▸ **WORK INSTRUCTIONS**
Lines in the material below that include "dead" need to be tallied; give the total alone.

▸ **ENTRIES SUPPLIED**
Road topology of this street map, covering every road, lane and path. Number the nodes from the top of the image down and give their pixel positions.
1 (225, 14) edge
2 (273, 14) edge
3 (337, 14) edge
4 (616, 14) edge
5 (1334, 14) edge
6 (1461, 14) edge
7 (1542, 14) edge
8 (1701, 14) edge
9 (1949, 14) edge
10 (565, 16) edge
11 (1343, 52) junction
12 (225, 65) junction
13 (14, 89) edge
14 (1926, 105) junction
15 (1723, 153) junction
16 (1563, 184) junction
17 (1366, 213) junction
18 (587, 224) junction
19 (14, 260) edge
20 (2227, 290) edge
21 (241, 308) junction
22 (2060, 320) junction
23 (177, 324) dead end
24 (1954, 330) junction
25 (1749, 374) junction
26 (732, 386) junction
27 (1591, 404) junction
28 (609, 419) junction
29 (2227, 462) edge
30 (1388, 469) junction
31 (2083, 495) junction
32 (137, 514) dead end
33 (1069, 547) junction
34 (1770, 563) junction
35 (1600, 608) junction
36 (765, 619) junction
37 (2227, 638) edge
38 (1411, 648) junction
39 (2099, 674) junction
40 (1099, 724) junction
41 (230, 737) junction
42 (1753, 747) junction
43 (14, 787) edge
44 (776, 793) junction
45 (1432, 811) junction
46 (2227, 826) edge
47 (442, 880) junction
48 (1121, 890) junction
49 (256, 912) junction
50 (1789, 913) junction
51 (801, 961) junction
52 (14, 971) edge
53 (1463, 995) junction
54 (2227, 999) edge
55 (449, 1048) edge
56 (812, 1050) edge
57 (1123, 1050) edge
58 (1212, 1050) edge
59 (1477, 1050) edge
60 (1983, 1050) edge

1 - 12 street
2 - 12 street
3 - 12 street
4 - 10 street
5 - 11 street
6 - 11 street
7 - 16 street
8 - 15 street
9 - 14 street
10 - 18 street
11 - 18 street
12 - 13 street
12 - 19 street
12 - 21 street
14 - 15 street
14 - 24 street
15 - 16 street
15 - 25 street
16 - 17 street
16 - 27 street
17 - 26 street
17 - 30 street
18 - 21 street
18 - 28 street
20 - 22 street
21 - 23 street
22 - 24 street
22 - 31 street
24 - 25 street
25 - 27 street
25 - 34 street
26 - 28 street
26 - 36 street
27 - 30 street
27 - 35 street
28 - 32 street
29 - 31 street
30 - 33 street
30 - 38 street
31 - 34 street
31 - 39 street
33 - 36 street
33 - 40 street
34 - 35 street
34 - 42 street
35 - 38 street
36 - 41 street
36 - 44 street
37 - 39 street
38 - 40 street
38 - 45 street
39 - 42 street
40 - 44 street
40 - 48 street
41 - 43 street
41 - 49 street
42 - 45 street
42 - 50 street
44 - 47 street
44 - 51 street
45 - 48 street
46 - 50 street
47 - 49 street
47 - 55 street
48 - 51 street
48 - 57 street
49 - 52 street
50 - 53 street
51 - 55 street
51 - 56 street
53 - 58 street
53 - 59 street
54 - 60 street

▸ **ANSWER TO THE PROBLEM**
2